Dry suit it up!

Putting on a dry suit was among the most physically uncomfortable situations I’ve ever been in. Compared to a wet suit, you put on a dry suit to stay dry (naturally!), which is especially important when you’re in cold water where you’re otherwise running the risk of getting hypothermia. A dry suit is quite heavy and consists of many different materials, none of which make it easy to put the suit on. To avoid entry of water, the head opening as well as the hand openings have an extra layer of what can only be described as creeping death at it encloses both your wrists and your neck resulting in blood circulation stoppage and a slow painful strangle. Really, you must have a death wish to put on a dry suit…

J in a dry suit in Iceland
This is me, about ready to pass out after just putting on the suit in Iceland

But see, once you get used to feeling of being imprisoned in a much much much heavier and funky-smelling second skin, you tend to forget that you’re actually wearing it. You feel warm and cozy, almost comfortable and you think to yourself, ‘I’m in a dry suit, I’ll stay dry and warm, let’s get this party into the water!’

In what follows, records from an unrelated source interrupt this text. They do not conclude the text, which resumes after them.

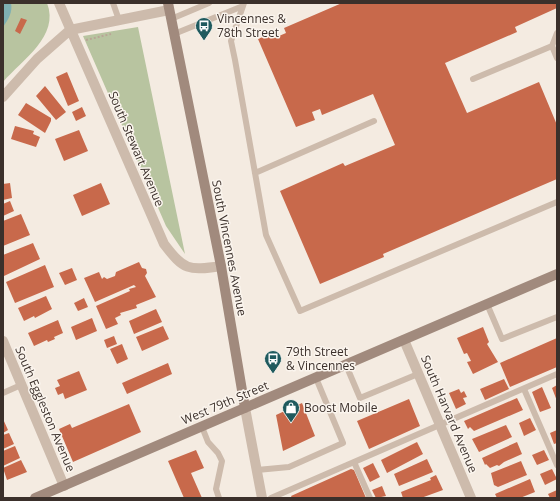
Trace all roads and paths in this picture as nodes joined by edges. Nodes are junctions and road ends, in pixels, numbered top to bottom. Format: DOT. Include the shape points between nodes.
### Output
graph roads {
  1 [pos="59,3"];
  2 [pos="113,3"];
  3 [pos="209,3"];
  4 [pos="244,4"];
  5 [pos="169,11"];
  6 [pos="118,20"];
  7 [pos="70,30"];
  8 [pos="557,33"];
  9 [pos="174,34"];
  10 [pos="552,46"];
  11 [pos="557,58"];
  12 [pos="473,79"];
  13 [pos="3,97"];
  14 [pos="374,121"];
  15 [pos="255,173"];
  16 [pos="557,202"];
  17 [pos="221,266"];
  18 [pos="557,274"];
  19 [pos="487,304"];
  20 [pos="557,317"];
  21 [pos="404,340"];
  22 [pos="3,342"];
  23 [pos="346,365"];
  24 [pos="418,374"];
  25 [pos="557,374"];
  26 [pos="316,378"];
  27 [pos="21,385"];
  28 [pos="524,389"];
  29 [pos="3,393"];
  30 [pos="245,408"];
  31 [pos="440,425"];
  32 [pos="202,427"];
  33 [pos="354,462"];
  34 [pos="557,465"];
  35 [pos="257,470"];
  36 [pos="64,486"];
  37 [pos="35,498"];
  38 [pos="219,498"];
  39 [pos="262,498"];
  40 [pos="271,498"];
  41 [pos="370,498"];
  42 [pos="471,498"];
  1 -- 7 [label="street, South Stewart Avenue"];
  2 -- 6 [label="lane"];
  3 -- 5 [label="lane"];
  4 -- 9 [label="lane"];
  4 -- 15 [label="lane" via="231,40"];
  5 -- 6 [label="street"];
  5 -- 9 [label="main road, South Vincennes Avenue"];
  6 -- 7 [label="street"];
  7 -- 13 [label="street" via="37,59"];
  7 -- 17 [label="street, South Stewart Avenue" via="164,244 184,266 201,269"];
  8 -- 10 [label="lane"];
  9 -- 17 [label="main road, South Vincennes Avenue"];
  10 -- 11 [label="lane"];
  10 -- 12 [label="lane"];
  14 -- 15 [label="lane"];
  15 -- 16 [label="lane" via="266,235 300,311"];
  17 -- 30 [label="main road, South Vincennes Avenue"];
  18 -- 19 [label="main road, West 79th Street"];
  19 -- 20 [label="lane" via="502,339"];
  19 -- 21 [label="main road, West 79th Street"];
  21 -- 23 [label="main road, West 79th Street"];
  21 -- 24 [label="street, South Harvard Avenue"];
  22 -- 27 [label="street, South Eggleston Avenue"];
  23 -- 24 [label="lane" via="360,398"];
  23 -- 26 [label="main road, West 79th Street"];
  24 -- 31 [label="street, South Harvard Avenue"];
  25 -- 28 [label="lane"];
  26 -- 30 [label="main road, West 79th Street"];
  26 -- 35 [label="lane" via="343,443 289,467"];
  27 -- 29 [label="lane"];
  27 -- 36 [label="street, South Eggleston Avenue"];
  28 -- 31 [label="lane"];
  28 -- 34 [label="lane"];
  30 -- 32 [label="main road, West 79th Street"];
  30 -- 35 [label="street, South Vincennes Avenue"];
  31 -- 33 [label="lane"];
  31 -- 42 [label="street, South Harvard Avenue"];
  32 -- 36 [label="main road, West 79th Street"];
  32 -- 38 [label="lane" via="208,442 222,461 216,489"];
  33 -- 40 [label="lane"];
  33 -- 41 [label="lane"];
  35 -- 39 [label="street, South Vincennes Avenue"];
  36 -- 37 [label="main road, West 79th Street"];
}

Ha! It’s called a dry suit and not a warm suit, so within seconds of entering the water the cold water smacks all the senses out of you, regardless of how many layers of wool you wear underneath. That initial shock is enough to send you in complete disarray. You’re trying to regain your composure and it takes all your willpower to continue. On top of that you loose all sense of direction, the ability to move where you want to move and just generally are not a capable human being anymore. See, to stay afloat, there is a bit of air in your suit, this means that once you’re in the water, it’s like you’re in the passenger seat of a white van in a high-speed (or medium to low speed) car-chase in the tiniest streets of Italy: Not comfortable for anyone.

All of this pretty much sums up my time in Ireland, so far. When I arrived, I was immediately thrown in the deep end in a dry suit that slowly but surely is trying to suffocate me. I have been desperately trying to grasp whatever I could grasp to move forward, while in the middle of a hurricane. I’ve been battered and bruised (figuratively), I’ve felt extremely tired and exhausted every single day and yet, I’m already in the water. I’m already committed and I’m constantly reminded of the reason why I put on the dry suit in the first place…

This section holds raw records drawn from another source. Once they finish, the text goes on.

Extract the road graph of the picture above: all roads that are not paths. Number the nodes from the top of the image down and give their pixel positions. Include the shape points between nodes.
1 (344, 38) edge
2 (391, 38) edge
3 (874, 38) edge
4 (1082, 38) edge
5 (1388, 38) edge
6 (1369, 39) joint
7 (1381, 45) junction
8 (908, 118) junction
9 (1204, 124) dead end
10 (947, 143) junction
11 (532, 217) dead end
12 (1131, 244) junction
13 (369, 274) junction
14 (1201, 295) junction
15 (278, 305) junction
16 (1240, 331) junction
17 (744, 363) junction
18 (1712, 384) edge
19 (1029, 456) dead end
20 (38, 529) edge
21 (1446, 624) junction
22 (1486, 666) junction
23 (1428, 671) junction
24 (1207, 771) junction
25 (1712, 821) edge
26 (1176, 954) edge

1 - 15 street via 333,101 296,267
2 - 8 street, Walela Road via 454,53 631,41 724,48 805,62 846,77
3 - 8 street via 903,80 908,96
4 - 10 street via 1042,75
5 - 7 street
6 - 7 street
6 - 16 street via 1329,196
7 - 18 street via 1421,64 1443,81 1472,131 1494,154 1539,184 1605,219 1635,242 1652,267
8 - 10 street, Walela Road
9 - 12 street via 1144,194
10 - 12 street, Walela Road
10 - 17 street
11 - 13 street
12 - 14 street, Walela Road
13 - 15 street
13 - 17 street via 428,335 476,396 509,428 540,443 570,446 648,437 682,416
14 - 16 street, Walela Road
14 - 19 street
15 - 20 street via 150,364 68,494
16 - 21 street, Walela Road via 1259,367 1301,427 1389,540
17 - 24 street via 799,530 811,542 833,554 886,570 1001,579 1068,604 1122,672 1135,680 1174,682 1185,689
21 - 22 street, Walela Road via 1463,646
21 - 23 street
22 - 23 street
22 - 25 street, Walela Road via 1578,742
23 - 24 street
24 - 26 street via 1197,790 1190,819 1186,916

See, in a dry suit, entering the ice-cold water and almost fearing for your life has the upside to being able to witness the incredible beauty that only underwater seascapes can show you. It’s awe-inspiring and figuratively and actually literally breathtaking and no matter how cold the water is, you just want to keep going. You look around and wherever you look there is more and more to see. There is constant movement around you and underneath you carrying you, so you don’t need to worry about getting where you want to go, the water carries you to where you need to be. Once you’re immersed and give it your all, it makes all the uncomfortable things disappear instantly.

The beauty that is Iceland

The last month has not been the prettiest or the best and I don’t imagine the next three years to be a delight every single day, I don’t pretend that my emotional situation will change any time soon, after all I just started the journey, I just entered the water… I work long days, sleep short nights, and I foresee even longer days and less sleep in the future, but that’s just how it is and you know what?

I’ve never been happier in my life, wherever I looked, I am amazed and in constant awe. Of course, some days are more difficult than others, but being here, being in this situation, having started a PhD in a foreign country, dealing with moving-bureaucratics, being in a thriving academic environment, this is what I wanted for as long as I can remember. I just didn’t know it, when I was younger. But now that I am here, I am embracing it and I am absolutely loving it, every fiber of me is utterly excited every single morning, and even more excited every evening about the things I have accomplished in a day and that I yet have to accomplish the next day. So yes, you will find yourself in many uncomfortable situations throughout your lifetime but it’s worth it.

With this, I’ll float on in rigid cold water, with no sense of direction or ability to move where I want to at the speed I want to, or in other words, I’m excited for yet another amazing day of reading, thinking, and writing and loving every single second of it.